(Collected data entries)
┌────────

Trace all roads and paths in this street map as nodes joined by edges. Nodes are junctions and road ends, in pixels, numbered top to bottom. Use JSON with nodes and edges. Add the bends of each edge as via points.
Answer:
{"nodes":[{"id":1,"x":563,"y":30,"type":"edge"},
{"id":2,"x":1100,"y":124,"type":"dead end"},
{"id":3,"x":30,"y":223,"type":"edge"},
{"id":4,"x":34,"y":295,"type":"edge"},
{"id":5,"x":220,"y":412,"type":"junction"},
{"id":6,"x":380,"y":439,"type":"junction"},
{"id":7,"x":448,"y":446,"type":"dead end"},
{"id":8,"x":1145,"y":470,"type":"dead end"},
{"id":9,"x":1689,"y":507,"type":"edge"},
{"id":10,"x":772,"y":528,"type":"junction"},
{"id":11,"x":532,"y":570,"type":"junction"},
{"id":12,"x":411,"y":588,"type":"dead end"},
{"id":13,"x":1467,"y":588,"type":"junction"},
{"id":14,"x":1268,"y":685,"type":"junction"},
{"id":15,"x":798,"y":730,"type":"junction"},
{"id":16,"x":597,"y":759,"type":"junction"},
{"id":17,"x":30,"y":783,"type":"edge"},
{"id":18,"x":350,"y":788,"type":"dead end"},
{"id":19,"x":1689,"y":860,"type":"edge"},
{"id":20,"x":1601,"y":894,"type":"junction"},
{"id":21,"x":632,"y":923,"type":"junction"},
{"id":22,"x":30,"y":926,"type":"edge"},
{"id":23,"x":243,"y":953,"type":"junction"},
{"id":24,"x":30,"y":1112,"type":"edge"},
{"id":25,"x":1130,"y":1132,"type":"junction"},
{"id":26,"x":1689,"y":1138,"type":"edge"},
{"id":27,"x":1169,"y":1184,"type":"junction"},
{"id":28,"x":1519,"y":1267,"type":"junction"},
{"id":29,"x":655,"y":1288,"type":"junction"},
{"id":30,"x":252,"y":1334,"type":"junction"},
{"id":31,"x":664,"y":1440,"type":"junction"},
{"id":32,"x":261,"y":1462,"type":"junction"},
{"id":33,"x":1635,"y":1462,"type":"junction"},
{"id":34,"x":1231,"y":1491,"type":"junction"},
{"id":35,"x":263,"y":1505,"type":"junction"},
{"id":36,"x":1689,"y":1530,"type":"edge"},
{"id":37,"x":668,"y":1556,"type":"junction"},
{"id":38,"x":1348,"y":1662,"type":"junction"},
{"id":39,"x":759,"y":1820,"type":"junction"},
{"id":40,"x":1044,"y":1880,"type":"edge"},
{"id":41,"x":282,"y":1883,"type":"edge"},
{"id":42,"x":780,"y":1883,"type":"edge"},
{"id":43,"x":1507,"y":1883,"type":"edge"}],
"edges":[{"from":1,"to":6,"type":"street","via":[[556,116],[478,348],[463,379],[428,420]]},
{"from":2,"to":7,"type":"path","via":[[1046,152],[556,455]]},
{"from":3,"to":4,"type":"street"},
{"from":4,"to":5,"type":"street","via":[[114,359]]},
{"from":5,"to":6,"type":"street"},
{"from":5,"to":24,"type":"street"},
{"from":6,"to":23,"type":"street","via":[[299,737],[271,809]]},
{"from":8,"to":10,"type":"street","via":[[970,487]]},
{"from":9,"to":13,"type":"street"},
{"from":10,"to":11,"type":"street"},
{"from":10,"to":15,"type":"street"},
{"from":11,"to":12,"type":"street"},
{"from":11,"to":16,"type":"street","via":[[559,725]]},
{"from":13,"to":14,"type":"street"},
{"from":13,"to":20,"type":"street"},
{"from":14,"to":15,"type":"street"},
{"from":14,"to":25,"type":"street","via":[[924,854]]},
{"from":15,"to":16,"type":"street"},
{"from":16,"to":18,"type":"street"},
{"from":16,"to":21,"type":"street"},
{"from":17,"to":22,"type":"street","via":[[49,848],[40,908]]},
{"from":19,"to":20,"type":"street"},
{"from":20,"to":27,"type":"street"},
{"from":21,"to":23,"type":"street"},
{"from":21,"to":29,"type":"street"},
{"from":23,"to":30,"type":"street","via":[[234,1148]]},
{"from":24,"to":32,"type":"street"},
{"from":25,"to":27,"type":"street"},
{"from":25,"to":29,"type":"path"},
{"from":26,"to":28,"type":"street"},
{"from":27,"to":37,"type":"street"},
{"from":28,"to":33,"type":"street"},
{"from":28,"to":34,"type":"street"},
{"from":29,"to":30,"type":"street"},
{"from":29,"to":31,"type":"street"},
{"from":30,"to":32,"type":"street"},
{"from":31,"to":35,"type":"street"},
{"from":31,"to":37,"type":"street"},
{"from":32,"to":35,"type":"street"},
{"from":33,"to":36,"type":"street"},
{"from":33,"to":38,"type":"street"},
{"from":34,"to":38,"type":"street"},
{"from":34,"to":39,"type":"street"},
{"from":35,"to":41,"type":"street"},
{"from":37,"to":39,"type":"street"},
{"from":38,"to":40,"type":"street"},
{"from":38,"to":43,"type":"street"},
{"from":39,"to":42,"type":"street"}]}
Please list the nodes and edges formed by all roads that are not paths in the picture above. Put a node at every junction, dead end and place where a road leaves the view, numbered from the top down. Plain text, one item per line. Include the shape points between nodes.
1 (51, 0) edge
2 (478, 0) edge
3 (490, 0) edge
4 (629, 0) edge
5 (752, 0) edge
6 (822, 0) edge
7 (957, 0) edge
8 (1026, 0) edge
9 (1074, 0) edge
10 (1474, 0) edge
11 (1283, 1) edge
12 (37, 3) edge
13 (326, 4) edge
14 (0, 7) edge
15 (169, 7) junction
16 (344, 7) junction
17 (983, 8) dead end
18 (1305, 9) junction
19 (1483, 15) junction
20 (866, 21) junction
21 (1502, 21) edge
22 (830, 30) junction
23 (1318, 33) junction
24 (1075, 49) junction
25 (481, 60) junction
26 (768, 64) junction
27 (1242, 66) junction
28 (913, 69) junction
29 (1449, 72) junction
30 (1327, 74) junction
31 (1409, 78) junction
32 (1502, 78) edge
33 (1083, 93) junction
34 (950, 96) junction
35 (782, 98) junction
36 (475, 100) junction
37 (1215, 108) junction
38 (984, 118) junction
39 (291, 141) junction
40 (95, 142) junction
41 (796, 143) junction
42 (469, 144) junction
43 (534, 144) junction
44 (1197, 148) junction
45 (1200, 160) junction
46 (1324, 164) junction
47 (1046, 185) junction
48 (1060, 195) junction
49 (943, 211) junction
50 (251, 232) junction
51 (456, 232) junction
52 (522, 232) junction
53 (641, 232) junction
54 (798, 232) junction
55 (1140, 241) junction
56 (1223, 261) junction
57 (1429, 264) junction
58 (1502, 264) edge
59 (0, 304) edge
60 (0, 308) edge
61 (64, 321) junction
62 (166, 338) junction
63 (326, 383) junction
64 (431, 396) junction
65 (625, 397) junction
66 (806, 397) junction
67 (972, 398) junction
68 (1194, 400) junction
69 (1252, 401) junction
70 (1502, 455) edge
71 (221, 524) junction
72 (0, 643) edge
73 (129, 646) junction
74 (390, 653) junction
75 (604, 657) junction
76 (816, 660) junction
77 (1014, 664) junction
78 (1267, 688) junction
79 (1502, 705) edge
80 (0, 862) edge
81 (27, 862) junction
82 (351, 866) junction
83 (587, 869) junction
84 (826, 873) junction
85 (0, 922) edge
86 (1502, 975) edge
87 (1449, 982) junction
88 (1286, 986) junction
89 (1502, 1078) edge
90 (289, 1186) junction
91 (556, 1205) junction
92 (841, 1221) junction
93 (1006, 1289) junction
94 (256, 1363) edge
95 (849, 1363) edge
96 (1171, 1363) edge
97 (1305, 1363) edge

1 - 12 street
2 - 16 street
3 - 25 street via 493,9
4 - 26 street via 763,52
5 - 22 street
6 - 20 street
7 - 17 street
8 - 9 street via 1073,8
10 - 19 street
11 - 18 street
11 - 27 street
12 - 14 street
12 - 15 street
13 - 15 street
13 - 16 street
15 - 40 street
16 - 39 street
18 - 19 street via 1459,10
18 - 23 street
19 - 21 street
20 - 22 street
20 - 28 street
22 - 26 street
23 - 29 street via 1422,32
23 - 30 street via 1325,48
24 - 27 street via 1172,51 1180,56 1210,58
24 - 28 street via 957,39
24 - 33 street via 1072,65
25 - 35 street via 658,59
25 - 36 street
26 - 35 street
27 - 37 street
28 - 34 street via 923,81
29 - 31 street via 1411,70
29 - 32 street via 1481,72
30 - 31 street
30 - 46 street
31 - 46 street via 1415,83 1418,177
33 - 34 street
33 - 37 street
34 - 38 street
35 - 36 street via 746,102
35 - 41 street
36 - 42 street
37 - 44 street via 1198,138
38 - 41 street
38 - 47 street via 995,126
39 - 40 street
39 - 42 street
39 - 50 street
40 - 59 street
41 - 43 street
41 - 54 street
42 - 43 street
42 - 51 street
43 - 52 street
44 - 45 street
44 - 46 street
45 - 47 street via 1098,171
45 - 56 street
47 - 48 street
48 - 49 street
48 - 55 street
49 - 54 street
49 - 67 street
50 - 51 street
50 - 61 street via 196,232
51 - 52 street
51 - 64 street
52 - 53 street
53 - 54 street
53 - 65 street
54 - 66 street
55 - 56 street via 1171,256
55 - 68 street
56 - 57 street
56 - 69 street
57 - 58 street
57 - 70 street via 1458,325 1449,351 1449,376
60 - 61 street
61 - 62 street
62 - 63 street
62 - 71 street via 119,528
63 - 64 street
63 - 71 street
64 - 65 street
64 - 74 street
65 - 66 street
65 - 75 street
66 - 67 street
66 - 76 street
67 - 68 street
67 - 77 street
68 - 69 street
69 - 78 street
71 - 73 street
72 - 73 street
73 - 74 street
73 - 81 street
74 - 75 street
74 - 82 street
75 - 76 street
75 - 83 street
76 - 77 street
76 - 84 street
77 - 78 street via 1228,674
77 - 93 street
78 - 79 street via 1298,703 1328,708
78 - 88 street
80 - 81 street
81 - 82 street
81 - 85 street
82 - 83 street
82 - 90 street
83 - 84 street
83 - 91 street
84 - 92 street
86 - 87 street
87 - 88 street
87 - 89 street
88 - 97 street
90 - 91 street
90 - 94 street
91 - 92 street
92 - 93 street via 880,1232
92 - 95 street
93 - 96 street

└────────

Problem description: Some lines in the data above hold the string "roads". Find and copy each of them.

Solved problem:
Trace all roads and paths in this street map as nodes joined by edges. Nodes are junctions and road ends, in pixels, numbered top to bottom. Use JSON with nodes and edges. Add the bends of each edge as via points.
Please list the nodes and edges formed by all roads that are not paths in the picture above. Put a node at every junction, dead end and place where a road leaves the view, numbered from the top down. Plain text, one item per line. Include the shape points between nodes.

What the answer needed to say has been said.